Insurance: Investment in technology
Major investment in technology should be the top priority for Insurance providers when it comes to improving profitability, according to Interim Partners' research amongst senior Insurance executives.
Interim Partners’ research found that a third (33%) of senior Insurance executives surveyed said that spending more on technology would boost profitability, followed by 21% who thought investing in new staff and developing new products should be insurance providers’ top priority to improve profitability.
Ben Johnson, Principal, Insurance, Asset & Wealth at Interim Partners, comments:
“Firms failing to harness the power of new technologies, including big data analytics and social media profiling, could now be putting themselves at a real disadvantage.”
“Investment in technology increases efficiency and allows for the analysis of a much wider range of information when it comes to product pricing and strategy.

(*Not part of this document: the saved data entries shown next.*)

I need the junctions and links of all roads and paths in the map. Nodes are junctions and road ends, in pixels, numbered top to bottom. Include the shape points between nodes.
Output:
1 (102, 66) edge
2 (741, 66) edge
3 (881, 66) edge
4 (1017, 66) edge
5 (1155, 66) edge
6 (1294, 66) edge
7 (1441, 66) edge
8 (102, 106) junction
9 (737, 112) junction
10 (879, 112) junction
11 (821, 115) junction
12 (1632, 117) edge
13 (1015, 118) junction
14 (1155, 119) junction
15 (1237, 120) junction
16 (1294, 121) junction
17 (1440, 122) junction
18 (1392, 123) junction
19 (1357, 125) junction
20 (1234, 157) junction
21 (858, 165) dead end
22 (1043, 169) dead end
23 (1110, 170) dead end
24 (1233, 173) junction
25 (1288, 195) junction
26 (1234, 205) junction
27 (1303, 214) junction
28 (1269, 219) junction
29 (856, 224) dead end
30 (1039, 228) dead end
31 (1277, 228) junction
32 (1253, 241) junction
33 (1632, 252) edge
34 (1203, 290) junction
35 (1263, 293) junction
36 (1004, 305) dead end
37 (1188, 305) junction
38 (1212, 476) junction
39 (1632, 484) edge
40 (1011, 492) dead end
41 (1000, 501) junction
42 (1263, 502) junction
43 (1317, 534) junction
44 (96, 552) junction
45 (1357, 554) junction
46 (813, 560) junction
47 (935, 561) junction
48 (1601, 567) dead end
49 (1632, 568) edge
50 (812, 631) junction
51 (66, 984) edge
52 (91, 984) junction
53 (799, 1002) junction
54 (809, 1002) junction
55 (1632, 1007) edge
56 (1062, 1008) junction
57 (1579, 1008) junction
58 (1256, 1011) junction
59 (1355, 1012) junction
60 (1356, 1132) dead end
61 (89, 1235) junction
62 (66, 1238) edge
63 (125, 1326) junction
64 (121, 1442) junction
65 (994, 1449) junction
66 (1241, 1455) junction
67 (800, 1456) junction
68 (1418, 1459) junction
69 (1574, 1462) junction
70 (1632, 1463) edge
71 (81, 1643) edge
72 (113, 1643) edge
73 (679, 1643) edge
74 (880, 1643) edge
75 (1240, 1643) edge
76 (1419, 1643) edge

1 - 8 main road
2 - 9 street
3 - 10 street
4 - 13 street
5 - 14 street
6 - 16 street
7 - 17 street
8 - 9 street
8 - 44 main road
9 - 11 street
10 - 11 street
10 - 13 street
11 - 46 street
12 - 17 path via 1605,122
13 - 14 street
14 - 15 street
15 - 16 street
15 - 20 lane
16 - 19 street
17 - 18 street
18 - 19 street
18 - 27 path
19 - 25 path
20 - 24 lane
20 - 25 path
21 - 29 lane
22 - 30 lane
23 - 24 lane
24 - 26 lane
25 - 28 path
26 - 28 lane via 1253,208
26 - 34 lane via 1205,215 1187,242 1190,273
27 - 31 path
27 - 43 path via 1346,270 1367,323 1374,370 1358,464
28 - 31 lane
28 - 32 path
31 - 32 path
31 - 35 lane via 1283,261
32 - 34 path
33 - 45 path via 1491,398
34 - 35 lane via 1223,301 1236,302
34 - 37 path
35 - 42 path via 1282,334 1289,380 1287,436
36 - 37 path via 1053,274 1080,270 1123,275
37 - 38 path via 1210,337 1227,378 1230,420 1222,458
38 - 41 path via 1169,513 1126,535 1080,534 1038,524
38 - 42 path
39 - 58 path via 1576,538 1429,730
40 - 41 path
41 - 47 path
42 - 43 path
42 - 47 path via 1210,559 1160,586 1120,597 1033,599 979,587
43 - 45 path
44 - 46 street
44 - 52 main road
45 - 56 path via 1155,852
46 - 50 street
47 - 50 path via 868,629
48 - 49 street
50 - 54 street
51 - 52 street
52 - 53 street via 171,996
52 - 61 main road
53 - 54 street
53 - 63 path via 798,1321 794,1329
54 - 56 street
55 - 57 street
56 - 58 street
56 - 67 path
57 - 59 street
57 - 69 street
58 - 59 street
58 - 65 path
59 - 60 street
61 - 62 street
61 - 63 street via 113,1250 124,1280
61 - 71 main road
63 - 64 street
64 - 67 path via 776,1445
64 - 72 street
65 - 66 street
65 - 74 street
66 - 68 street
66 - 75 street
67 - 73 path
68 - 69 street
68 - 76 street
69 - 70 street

Many senior managers now rate it much more highly in terms of impact than traditional routes taken to boost profitability, such as a quick hike in premiums.”
Digitalisation - improved customer experience
As a result of insurers increasingly digitalising their services, customers are now being offered products better tailored to their preferences, with customers now able to manage their products from their mobile or tablet.
Ben Johnson comments:
“Digitalisation allows for more targeted marketing and means services can be better tailored to an individual customer’s needs, benefitting both insurers and customers alike.”
“In what is becoming a quick, self-serve industry, insurers that can significantly enhance the customer experience through digitalisation are at a distinct advantage over their rivals, helping to boost customer satisfaction, cut costs, and increase profit margins.”
“Interims are playing a key role in developing and implementing many of the innovative digital technologies that are helping some insurers stand out from the crowd.”
Big Data analytics
Senior executives emphasised the potential impact of big data analytics when it comes to the underwriting process, indicating that the biggest improvement will most likely be seen in auto-insurance (62%), followed by health (24%), then life (10%), then home (3%).
Ben Johnson comments:
“Firms need to ensure that they have staff in place who are skilled enough to use and extract value from the information generated by big data analytics or social media profiling.”
“There is little sense in committing to a major investment if the supporting infrastructure is not in place to guarantee a return.”